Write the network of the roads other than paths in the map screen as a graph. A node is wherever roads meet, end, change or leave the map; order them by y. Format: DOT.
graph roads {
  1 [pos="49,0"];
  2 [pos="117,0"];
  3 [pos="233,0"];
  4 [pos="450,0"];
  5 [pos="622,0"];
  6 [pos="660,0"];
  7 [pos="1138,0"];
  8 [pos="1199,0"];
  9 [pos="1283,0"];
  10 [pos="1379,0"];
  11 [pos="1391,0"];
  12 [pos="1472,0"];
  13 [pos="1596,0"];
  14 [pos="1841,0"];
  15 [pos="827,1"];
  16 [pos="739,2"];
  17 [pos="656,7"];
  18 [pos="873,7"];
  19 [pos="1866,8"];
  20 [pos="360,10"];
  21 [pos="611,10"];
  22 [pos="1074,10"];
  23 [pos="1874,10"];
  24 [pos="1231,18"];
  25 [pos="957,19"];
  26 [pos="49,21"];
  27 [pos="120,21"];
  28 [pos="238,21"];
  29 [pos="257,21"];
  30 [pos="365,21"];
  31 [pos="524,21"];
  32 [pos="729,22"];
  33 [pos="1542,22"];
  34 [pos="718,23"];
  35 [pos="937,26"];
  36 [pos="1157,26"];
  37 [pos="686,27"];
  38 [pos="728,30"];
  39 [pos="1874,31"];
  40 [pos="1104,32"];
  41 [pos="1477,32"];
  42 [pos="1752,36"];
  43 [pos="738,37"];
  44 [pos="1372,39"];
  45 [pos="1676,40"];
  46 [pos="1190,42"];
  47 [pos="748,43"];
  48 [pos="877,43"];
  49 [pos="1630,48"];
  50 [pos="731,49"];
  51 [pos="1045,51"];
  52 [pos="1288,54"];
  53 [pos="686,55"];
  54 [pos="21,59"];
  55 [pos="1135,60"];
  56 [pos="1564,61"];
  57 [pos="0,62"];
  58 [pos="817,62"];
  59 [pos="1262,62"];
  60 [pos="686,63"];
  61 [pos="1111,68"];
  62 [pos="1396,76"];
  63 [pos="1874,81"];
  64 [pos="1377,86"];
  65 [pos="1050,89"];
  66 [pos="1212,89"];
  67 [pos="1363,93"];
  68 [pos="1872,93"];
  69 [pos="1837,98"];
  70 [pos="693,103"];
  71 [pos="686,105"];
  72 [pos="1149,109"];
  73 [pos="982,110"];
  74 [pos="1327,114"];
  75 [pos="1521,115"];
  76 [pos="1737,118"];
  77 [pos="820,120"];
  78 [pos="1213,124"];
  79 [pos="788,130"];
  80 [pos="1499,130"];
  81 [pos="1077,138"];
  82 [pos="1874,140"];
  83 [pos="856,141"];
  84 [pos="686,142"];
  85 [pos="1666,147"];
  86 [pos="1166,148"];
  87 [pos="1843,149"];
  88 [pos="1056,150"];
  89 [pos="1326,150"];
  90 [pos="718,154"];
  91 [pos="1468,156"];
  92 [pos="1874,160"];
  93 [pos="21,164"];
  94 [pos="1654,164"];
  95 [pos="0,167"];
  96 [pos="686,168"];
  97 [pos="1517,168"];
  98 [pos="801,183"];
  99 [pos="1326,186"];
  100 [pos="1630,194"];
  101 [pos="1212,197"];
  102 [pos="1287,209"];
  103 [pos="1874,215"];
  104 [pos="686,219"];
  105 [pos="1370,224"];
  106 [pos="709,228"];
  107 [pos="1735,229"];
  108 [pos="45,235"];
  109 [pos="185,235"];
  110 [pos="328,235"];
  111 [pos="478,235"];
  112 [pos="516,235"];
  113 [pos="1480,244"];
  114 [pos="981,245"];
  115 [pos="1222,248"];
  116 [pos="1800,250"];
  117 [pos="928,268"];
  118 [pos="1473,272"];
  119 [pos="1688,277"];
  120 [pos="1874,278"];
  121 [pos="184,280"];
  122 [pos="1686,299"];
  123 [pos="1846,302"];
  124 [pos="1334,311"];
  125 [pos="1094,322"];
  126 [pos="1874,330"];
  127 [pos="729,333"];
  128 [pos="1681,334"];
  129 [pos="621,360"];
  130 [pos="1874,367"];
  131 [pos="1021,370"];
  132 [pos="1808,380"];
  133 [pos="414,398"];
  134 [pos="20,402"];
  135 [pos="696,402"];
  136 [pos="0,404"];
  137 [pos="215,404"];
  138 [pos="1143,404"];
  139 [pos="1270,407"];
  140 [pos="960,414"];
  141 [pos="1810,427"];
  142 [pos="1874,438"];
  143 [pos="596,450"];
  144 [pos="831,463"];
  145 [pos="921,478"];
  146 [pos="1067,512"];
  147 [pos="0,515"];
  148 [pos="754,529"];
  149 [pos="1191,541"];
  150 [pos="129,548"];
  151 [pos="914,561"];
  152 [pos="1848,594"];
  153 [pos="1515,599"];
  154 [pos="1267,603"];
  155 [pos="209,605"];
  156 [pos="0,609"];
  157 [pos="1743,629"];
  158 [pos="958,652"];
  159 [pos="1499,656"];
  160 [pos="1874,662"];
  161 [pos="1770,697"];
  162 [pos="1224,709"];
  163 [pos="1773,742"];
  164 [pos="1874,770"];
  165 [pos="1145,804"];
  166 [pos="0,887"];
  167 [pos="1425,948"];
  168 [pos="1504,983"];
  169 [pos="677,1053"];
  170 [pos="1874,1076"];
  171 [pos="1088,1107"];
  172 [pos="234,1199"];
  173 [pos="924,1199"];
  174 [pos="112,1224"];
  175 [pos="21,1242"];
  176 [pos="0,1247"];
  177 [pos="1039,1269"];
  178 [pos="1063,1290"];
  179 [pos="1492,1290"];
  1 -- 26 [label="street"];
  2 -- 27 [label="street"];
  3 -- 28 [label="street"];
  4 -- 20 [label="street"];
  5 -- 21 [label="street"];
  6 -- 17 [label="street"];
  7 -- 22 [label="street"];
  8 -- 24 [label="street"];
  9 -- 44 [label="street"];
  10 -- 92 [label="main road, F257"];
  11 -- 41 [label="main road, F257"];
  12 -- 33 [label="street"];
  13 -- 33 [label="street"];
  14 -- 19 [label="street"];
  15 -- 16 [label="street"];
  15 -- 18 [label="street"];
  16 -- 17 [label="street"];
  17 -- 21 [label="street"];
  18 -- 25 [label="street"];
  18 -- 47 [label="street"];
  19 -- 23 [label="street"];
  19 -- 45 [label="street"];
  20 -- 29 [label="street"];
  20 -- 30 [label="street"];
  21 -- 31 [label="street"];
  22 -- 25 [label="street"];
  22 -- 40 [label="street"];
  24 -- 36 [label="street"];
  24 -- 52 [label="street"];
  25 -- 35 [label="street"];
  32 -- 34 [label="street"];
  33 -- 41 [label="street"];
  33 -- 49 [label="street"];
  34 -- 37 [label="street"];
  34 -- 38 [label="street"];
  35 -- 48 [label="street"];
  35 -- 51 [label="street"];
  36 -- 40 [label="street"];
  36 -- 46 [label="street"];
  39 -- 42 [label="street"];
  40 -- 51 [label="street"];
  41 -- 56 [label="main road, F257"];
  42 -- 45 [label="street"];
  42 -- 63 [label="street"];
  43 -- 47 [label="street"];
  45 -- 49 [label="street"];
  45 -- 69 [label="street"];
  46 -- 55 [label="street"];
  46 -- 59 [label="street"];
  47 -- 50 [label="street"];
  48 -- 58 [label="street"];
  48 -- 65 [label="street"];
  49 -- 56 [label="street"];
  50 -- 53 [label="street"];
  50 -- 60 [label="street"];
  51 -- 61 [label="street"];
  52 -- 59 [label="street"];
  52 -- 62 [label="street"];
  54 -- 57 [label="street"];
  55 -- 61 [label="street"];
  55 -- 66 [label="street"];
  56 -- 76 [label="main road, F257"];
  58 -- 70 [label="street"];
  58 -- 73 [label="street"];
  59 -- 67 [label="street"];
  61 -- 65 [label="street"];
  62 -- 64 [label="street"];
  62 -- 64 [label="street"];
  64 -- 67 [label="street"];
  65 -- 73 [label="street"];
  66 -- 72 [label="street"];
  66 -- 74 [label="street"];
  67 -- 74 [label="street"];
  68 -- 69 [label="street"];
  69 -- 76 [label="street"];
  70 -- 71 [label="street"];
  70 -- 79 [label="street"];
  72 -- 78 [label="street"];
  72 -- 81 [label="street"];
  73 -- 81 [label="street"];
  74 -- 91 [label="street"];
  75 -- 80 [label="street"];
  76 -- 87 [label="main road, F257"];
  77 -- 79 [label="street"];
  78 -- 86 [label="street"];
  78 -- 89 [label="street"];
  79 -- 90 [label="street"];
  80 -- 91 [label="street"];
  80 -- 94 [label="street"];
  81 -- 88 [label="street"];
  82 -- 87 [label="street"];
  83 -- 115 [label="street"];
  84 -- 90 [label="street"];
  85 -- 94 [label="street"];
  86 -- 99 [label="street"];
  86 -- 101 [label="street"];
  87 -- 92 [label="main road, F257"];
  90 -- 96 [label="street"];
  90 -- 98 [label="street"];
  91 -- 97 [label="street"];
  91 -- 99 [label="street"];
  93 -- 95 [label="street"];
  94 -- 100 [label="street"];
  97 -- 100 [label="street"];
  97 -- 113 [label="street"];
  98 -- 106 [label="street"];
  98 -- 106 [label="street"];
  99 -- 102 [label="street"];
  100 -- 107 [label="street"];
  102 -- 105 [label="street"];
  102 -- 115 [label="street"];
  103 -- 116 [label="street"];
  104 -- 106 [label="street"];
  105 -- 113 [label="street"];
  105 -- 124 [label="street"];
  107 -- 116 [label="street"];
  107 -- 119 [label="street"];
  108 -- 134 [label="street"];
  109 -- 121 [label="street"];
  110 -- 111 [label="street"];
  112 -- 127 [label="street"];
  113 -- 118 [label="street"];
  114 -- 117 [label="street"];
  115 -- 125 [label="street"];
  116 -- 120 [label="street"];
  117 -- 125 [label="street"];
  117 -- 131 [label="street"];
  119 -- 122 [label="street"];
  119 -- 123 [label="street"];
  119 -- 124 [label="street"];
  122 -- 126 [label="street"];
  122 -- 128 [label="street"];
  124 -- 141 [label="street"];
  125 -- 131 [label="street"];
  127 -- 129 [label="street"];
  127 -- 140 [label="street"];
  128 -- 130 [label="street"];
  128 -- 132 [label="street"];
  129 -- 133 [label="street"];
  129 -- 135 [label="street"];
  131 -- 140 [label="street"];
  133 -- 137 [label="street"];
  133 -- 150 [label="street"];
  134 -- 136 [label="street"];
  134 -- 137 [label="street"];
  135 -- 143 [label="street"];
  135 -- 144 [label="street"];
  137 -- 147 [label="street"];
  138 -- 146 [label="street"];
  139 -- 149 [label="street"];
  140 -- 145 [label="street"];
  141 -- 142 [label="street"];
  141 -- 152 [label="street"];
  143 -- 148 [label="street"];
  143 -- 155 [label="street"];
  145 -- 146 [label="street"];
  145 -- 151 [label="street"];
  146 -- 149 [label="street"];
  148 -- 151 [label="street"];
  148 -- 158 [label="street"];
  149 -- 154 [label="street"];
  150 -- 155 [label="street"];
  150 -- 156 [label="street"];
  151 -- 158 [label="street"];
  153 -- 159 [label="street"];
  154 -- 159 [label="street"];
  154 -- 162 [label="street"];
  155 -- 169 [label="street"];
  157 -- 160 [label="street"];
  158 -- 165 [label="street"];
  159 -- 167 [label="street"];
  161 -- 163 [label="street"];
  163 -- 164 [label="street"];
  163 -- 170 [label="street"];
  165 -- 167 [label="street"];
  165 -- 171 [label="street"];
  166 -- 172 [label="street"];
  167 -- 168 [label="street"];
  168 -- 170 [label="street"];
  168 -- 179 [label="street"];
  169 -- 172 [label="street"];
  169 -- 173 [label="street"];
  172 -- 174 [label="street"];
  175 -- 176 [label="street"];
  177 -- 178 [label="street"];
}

● ● ● ●

▶ **EXERCISE AIM**
Find the word "main" in the entries above and gather every line that holds it.

▶ **ANSWER TO THE PROBLEM**
  10 -- 92 [label="main road, F257"];
  11 -- 41 [label="main road, F257"];
  41 -- 56 [label="main road, F257"];
  56 -- 76 [label="main road, F257"];
  76 -- 87 [label="main road, F257"];
  87 -- 92 [label="main road, F257"];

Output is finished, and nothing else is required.